東アジアの環境変動と持続的経済・社会システムの未来を目指して



研究代表・学長 新沼勝利

 文部科学省の「私立大学戦略的研究基盤形成支援事業」に採択されました「アジア東岸域の環境圏とそれに依存する経済・社会圏の持続的発展のための総合研究」には、中国農業大学、北京大学、ハノイ農業大学、ロシア科学アカデミー極東支部など海外から多数の研究者の方々に参加をいただき、国際的な研究体制が整いました。国内からは兄弟校であります東京農業大学をはじめ多数の大学、研究機関から参加いただき研究がスタートしました。

 この度の戦略的研究基盤形成支援事業に採択された背景には、平成8年(1998)から平成19年(2007)まで13年間継続的に採択された大型プロジェクト研究による地道で、しかし先進的な研究成果の積み重ねが新しい研究の地平を拓いたものと思います。

 このさきがけとなったプロジェクト研究は「ハイテク・リサーチ・センター整備事業」(1996~2000)でありました。イメージベースの情報処理研究や地球環境研究が行われた。引き続き文科省の学術フロンティア推進事業(1997年)が採択され、東京情報大学は「優れた研究実績を上げ、将来の研究発展が期待される卓越した研究組織」として選定され、「内外の研究機関との共同研究に必要な研究施設、研究装置・設備の整備に対し、重点的かつ総合的支援」を得ることができました。

 当時、NASAが打ち上げを予定していた地球観測衛星データを受信し、それを広範な環境問題の解決の糸口にするという方針で、第1期学術フロンティア推進事業(2000~2004)は、「アジアの環境・文化と情報に関する総合研究」という壮大なテーマを掲げてスタートした。Terra(EOS-AMI)衛星のMODISデータの受信準備が進められMODISの初画像の受信に成功し、以来、アジア初のMODISデータの恒常的受信が、現在まで継続され東アジアの貴重な環境モニタリングデータとなっている。第2期の学術フロンティア研究(2005~2007年)は「東アジアにおける陸圏・水圏を統合した環境情報システムの研究」というテーマで、三つの課題を設定した。

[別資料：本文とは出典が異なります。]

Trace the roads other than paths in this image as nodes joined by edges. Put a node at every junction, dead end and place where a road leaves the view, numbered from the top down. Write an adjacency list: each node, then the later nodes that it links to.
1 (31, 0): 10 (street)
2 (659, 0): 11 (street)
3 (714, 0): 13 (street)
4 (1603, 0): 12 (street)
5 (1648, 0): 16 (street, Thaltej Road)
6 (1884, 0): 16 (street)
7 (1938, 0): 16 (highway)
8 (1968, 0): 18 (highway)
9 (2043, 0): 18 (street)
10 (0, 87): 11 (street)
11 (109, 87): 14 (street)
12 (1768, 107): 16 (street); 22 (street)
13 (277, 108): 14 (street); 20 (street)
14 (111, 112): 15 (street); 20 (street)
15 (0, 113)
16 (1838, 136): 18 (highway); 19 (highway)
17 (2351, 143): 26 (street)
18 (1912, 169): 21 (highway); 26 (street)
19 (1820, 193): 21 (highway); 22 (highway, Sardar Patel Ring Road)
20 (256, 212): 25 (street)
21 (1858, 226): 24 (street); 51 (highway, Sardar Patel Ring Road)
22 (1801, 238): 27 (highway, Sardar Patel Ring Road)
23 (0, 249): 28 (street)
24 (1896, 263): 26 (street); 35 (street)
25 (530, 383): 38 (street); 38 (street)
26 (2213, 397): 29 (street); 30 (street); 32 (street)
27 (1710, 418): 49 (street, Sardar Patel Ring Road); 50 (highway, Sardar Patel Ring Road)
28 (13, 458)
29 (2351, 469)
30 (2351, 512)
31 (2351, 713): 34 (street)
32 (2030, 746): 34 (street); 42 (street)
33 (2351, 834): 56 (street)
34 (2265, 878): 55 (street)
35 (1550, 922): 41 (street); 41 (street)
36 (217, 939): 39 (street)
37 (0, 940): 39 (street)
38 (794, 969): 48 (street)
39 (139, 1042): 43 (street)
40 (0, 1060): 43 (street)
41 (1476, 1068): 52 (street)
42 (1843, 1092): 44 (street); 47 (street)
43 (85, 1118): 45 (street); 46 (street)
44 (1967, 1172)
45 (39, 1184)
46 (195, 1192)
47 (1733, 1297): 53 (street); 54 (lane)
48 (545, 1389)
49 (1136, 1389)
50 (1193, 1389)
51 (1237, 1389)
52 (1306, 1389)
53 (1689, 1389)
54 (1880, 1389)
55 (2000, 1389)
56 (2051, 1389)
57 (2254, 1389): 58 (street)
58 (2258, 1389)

①東アジアの環境変動長期モニタリング手法の開発、②現地検証、③モデリングを掲げ、TerraとともにAquaに搭載されているMODISデータの受信とその応用に照準を絞り、東アジアの環境を陸圏と水圏を統合して把握し、この地域の持続的発展に資する環境情報システムの在り方を研究し多くの成果をあげた。

 これまでの13年間の研究成果を基盤に申請し、採択された「アジア東岸域の環境圏とそれに依存する経済・社会圏の持続的発展のための総合研究」は、東アジアを中心に衛星データと現地データを用いて陸圏・水圏に関する環境データベースを構築して環境変動を自動的に検出する手法を開発し、さらに環境変動を伴う東アジアの経済・社会圏の情報を収集し、両者間のネットワーク解析から環境・経済・社会圏の持続的な発展のための社会システムを提言することを目的にしている。

 そして、この5年間を通じて、現在、地球温暖化をはじめとする地球環境問題や米欧発世界金融危機に遭遇しているが、人類の未来に向かって大きく貢献できることを期待している。